Saved entries:
════════════════

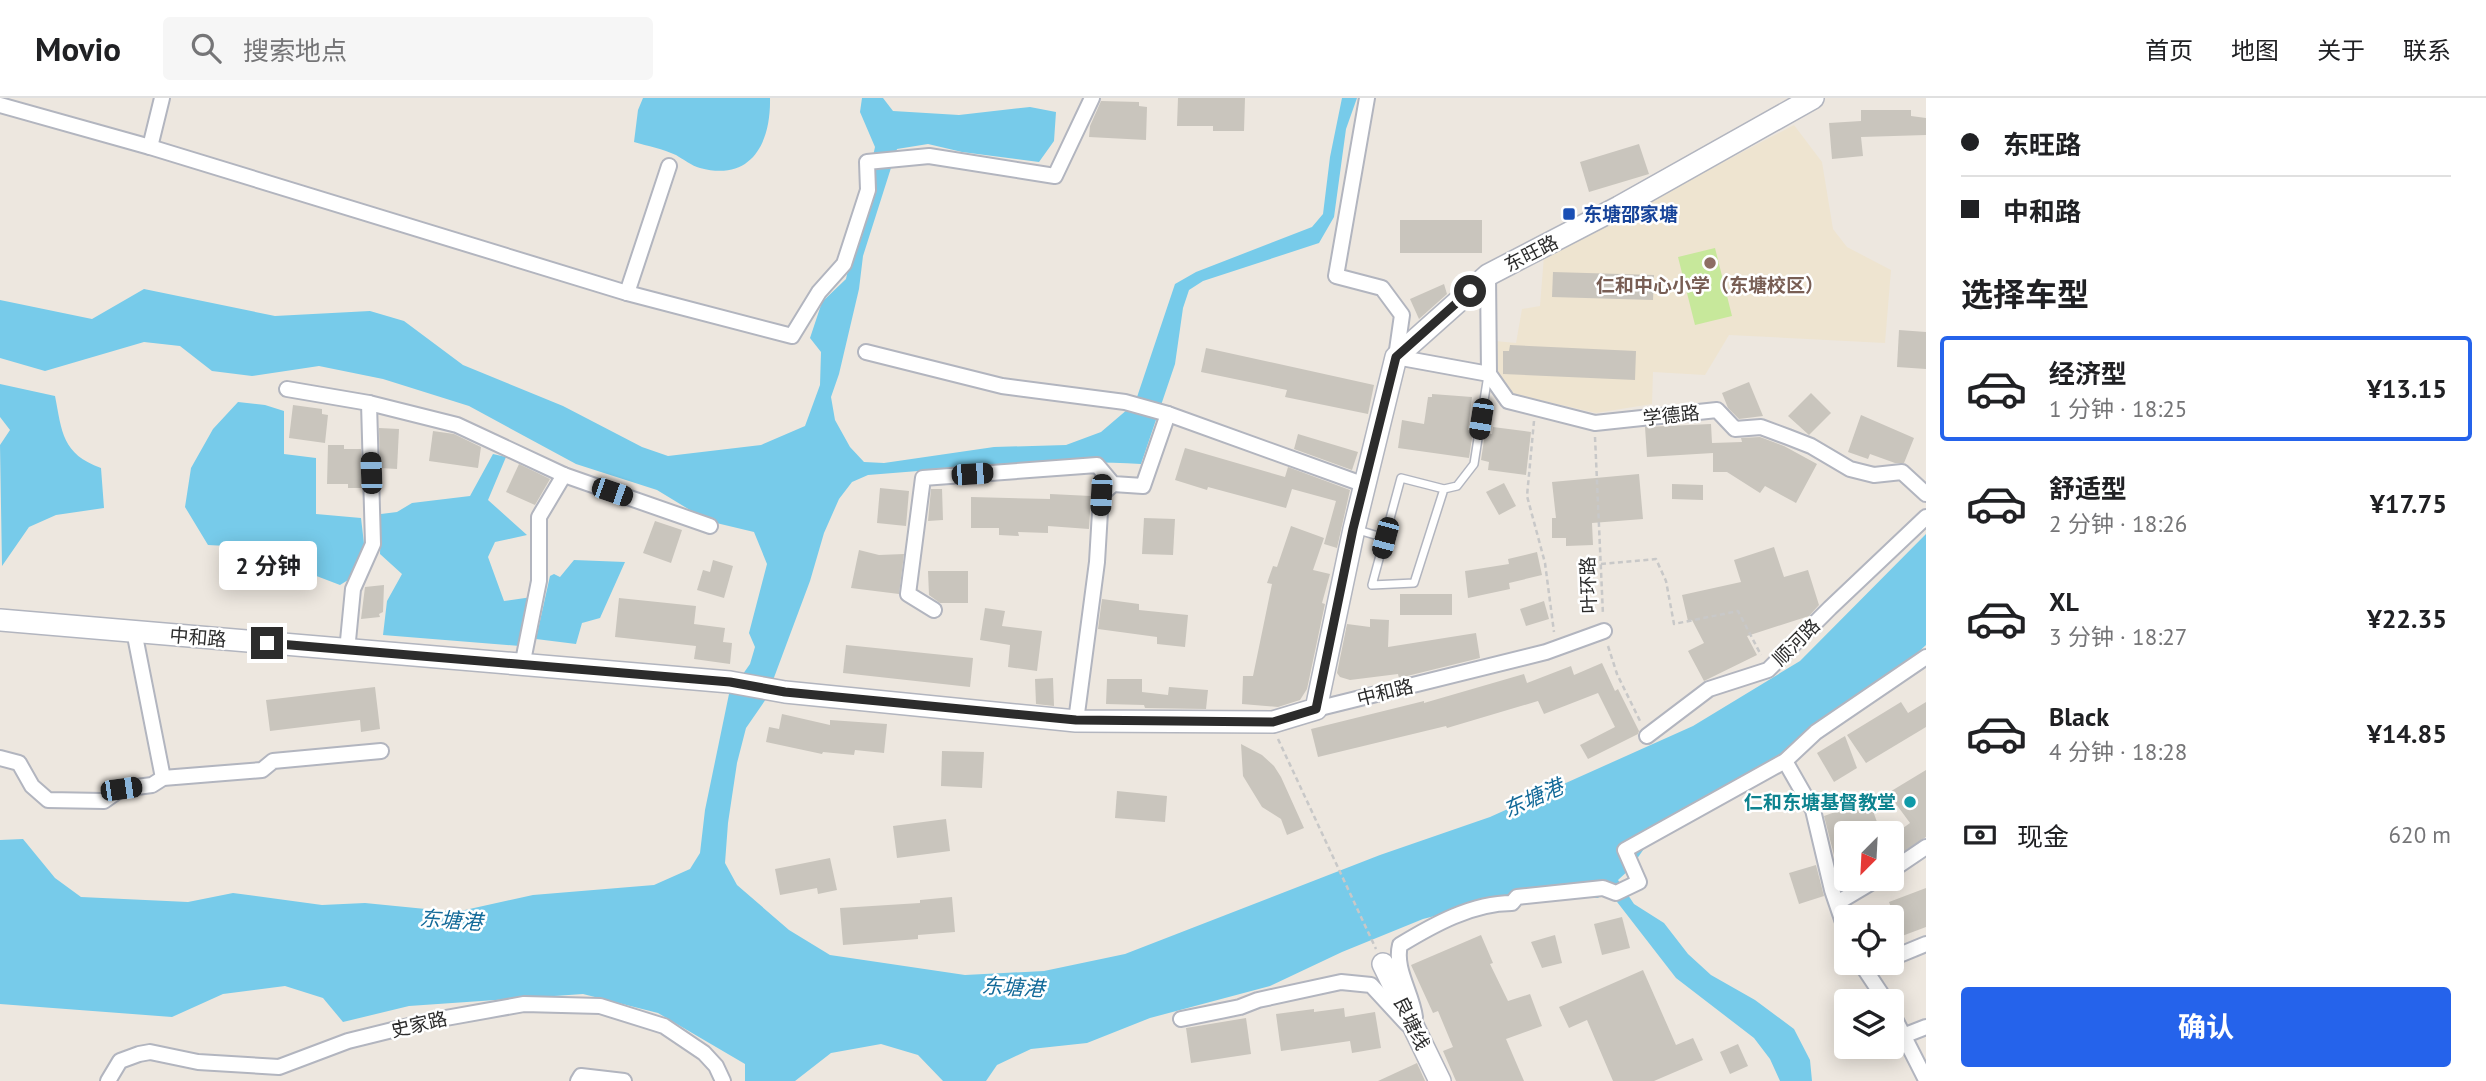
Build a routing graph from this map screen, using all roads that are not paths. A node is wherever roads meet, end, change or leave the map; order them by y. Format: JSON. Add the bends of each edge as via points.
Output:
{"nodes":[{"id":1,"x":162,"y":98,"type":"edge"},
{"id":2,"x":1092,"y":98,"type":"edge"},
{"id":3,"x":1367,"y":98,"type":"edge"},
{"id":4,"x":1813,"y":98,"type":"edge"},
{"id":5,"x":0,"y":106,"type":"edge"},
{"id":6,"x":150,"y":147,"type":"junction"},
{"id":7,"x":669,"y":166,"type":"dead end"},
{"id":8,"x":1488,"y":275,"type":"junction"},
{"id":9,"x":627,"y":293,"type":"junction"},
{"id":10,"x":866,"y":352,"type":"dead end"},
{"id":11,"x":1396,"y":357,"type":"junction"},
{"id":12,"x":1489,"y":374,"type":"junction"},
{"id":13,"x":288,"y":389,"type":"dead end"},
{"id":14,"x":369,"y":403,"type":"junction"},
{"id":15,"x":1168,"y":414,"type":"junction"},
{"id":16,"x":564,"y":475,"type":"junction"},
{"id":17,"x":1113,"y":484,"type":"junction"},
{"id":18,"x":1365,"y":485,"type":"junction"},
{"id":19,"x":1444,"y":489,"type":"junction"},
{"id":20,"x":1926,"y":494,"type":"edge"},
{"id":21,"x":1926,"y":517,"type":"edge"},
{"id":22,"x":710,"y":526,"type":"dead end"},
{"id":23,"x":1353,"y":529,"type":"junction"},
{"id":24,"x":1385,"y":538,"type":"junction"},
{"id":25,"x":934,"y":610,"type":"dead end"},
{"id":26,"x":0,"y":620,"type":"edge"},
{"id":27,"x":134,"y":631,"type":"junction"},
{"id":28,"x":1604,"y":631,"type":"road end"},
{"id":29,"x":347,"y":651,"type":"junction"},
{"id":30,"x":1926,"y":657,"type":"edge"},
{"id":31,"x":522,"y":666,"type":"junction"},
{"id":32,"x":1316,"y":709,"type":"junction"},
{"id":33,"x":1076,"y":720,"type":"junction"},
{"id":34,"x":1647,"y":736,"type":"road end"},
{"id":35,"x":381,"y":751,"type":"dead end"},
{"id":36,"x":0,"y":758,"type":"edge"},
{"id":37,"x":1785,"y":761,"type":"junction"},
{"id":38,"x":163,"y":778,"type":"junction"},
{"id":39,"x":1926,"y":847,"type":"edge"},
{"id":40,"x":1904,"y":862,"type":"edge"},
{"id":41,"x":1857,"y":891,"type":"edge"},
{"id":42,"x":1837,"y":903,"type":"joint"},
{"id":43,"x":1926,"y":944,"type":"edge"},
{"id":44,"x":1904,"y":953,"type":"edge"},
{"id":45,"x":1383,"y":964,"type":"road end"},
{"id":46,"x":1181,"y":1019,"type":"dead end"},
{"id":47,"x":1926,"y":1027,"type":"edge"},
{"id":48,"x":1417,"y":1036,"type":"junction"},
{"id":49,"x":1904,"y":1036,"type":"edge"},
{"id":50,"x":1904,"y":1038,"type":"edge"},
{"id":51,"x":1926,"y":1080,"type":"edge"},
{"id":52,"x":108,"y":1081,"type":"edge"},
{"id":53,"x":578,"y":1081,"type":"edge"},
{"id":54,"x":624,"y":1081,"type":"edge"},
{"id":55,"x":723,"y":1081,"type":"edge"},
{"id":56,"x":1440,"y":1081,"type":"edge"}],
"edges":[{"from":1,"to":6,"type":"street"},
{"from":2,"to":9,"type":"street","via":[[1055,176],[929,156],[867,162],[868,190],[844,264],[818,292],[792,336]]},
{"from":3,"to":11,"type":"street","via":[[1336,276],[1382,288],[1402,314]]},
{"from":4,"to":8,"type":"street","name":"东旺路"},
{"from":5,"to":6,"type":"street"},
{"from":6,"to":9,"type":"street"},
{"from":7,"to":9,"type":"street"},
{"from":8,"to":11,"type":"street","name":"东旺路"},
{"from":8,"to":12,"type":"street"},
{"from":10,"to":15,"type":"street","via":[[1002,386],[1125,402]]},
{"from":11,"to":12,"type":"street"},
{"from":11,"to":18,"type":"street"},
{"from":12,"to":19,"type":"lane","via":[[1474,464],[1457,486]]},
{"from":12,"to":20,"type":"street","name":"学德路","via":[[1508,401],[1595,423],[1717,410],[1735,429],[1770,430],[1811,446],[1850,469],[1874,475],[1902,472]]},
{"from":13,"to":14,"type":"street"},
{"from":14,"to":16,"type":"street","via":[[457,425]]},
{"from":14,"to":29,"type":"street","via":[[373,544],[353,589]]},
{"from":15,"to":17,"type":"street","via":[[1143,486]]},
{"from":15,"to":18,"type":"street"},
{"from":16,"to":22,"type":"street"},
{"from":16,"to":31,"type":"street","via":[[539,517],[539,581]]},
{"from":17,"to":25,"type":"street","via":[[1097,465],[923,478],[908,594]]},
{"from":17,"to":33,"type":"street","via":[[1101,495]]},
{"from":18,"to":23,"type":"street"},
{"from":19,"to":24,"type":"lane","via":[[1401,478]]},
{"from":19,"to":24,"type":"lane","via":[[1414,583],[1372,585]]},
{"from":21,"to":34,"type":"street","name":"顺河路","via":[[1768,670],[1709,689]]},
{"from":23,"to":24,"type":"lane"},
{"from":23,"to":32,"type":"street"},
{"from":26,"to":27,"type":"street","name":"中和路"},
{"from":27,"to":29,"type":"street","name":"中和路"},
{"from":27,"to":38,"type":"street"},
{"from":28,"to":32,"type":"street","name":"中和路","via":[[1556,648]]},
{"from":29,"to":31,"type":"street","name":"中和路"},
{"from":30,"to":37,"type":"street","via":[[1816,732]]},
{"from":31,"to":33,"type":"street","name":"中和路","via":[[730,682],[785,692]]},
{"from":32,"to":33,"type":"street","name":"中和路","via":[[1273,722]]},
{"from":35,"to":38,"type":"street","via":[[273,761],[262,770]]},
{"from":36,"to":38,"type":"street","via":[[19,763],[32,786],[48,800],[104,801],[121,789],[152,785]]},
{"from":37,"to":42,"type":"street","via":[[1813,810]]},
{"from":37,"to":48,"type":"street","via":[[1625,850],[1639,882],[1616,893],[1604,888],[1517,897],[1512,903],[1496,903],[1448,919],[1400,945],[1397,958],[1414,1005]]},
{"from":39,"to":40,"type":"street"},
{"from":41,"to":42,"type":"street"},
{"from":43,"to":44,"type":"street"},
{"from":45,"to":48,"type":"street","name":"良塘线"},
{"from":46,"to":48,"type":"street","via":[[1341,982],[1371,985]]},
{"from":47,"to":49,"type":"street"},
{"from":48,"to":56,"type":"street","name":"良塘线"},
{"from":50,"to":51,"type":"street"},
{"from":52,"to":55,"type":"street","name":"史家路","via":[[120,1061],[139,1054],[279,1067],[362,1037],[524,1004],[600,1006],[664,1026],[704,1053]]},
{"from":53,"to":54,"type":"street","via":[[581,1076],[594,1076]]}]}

════════════════

- WHAT YOU NEED TO DO: A complete answer gives every line of the data that includes "dead".

- EXERCISE SOLUTION:
{"id":7,"x":669,"y":166,"type":"dead end"},
{"id":10,"x":866,"y":352,"type":"dead end"},
{"id":13,"x":288,"y":389,"type":"dead end"},
{"id":22,"x":710,"y":526,"type":"dead end"},
{"id":25,"x":934,"y":610,"type":"dead end"},
{"id":35,"x":381,"y":751,"type":"dead end"},
{"id":46,"x":1181,"y":1019,"type":"dead end"},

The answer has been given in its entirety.